The essence of wandering is moving without destination into the unknown, and opening yourself in the process to surprises. Though in rare cases wanderers do not return home, in most cases they do. So while there is no itinerary to wandering, there is a rhythm: escape, adventure, and return; out and around and back again. To wander is to find joy in small things, and to wrestle with big questions. It is to make choices rather than to follow rules. Should I take the shortcut or the long way around? Should I run or walk or sit or dance? You can wander alone, with a companion, or in a group. You can go by foot, train, car, or boat. And into deserts and woods, up mountains, over oceans. Wandering can happen on city streets. If you are limber enough, you can even wander up a tree. But you can also wander while reading, or writing, as long as you keep some eros in it, since close to the heart of wandering is letting go of means and ends, lingering in anticipation rather than racing toward the consummation of this or that.

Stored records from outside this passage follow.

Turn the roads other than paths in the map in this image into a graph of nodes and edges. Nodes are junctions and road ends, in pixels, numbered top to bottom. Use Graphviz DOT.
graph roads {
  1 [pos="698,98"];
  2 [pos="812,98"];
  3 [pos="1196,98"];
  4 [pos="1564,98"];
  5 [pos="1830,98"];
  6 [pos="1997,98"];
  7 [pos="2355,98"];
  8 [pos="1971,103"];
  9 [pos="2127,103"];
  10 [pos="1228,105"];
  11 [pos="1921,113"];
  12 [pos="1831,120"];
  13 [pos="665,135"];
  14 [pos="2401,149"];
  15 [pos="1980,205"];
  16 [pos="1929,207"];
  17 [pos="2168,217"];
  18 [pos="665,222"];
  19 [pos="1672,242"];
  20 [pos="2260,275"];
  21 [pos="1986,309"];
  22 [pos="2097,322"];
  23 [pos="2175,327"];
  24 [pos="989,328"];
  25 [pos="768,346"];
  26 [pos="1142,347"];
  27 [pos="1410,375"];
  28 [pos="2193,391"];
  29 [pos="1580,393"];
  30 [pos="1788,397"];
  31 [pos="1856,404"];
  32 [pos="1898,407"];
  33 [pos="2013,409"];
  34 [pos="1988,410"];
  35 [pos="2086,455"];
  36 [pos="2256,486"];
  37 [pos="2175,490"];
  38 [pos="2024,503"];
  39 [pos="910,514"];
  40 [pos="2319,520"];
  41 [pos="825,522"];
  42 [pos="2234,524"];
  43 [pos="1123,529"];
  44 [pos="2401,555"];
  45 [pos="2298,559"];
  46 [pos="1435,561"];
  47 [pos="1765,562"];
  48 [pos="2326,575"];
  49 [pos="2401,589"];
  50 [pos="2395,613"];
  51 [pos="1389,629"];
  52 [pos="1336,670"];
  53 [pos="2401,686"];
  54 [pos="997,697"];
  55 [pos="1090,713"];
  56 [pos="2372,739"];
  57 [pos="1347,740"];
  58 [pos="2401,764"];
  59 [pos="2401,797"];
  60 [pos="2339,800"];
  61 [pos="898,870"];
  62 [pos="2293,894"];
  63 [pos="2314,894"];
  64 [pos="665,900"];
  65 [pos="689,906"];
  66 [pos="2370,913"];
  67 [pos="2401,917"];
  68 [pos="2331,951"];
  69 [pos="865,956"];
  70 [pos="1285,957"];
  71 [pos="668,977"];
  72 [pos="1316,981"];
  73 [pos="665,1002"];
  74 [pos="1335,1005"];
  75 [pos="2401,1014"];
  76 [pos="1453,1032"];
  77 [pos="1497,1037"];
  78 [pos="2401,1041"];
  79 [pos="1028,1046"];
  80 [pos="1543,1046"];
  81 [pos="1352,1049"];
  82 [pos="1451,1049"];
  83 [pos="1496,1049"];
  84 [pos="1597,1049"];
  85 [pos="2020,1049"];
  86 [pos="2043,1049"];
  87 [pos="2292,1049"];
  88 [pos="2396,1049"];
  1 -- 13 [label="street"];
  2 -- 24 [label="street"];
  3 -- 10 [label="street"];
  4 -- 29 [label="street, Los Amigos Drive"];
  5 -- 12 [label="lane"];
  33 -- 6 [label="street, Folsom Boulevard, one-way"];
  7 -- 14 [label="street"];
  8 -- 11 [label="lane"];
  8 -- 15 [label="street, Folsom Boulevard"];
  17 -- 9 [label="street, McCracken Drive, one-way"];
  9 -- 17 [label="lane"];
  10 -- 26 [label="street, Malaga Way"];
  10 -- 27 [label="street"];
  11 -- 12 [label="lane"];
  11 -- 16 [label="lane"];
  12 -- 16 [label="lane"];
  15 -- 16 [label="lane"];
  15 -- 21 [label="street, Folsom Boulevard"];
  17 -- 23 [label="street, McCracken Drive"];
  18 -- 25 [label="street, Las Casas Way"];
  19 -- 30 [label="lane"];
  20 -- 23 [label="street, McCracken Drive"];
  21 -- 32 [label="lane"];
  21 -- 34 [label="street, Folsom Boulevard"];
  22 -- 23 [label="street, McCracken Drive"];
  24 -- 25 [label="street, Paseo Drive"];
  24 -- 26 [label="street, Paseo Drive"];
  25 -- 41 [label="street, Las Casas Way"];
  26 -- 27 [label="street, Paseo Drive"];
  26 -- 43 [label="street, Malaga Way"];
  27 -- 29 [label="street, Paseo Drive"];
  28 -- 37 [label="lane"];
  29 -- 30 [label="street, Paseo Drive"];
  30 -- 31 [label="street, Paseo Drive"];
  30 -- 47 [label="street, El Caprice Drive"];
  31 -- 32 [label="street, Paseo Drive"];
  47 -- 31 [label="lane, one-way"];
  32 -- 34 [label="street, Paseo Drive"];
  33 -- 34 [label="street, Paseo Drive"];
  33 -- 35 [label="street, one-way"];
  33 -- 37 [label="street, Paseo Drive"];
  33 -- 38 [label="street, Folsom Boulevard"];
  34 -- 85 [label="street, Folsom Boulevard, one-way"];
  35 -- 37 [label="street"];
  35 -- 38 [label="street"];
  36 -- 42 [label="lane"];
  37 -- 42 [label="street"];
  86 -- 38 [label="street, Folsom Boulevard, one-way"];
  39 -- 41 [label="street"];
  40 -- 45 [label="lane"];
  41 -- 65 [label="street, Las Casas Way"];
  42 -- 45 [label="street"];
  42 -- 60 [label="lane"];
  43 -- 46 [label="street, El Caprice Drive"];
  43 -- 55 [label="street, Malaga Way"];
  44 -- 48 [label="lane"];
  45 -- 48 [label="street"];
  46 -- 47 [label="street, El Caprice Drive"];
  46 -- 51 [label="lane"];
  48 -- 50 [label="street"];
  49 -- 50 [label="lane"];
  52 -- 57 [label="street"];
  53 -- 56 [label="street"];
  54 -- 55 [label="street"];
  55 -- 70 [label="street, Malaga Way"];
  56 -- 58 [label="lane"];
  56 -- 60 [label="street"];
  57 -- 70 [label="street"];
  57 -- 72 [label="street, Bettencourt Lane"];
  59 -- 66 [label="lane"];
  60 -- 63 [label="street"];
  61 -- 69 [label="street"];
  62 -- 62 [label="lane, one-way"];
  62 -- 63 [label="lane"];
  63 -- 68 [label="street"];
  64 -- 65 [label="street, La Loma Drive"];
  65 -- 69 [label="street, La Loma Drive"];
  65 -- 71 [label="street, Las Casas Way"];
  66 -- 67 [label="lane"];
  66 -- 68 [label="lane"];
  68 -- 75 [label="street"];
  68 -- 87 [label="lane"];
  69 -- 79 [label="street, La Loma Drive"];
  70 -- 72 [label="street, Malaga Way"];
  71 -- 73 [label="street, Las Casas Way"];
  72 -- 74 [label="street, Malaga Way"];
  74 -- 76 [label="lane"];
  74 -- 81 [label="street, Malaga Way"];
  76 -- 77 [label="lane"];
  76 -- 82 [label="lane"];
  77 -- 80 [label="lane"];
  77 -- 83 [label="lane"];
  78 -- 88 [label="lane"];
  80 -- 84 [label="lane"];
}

In the pages that follow, authors flirt with angels and wander into sacred spaces. They look for love and speak of forgiveness. They interpret scripture, architecture, film. They remember to pray (and play). They confess their failures. They speak of evil and aging and zombies and art. Taking a cue from the Zen tradition—“chop wood, carry water”—these writers find the holy in the ugly, the extraordinary in the day-to-day, the rabbi in the custodian, the Great Goddess in the enteropathogenic bacteria of the Ganges. But none of this is particularly surprising. Neither is it surprising to encounter in these pages what may now be the dogma of spirituality: What is experienced cannot be said, and what is said cannot be experienced.

There are surprises in store, however. One blessed writer confesses a lack of interest in spirituality. Others invite us to wander out from our religious and spiritual routines, and then to bring our adventures back home.

It is commonplace to describe writing as a discipline, and even a yoga of sorts. But these writers at their best turn our reading into a spiritual practice—an antidote to our purpose-driven culture, a circuitous route out of dichotomies such as effective and ineffective, productive and unproductive, good and bad, sacred and profane. To wander through this book is to wander with them into the cycles of life, death, and whatever (if anything) may lie beyond.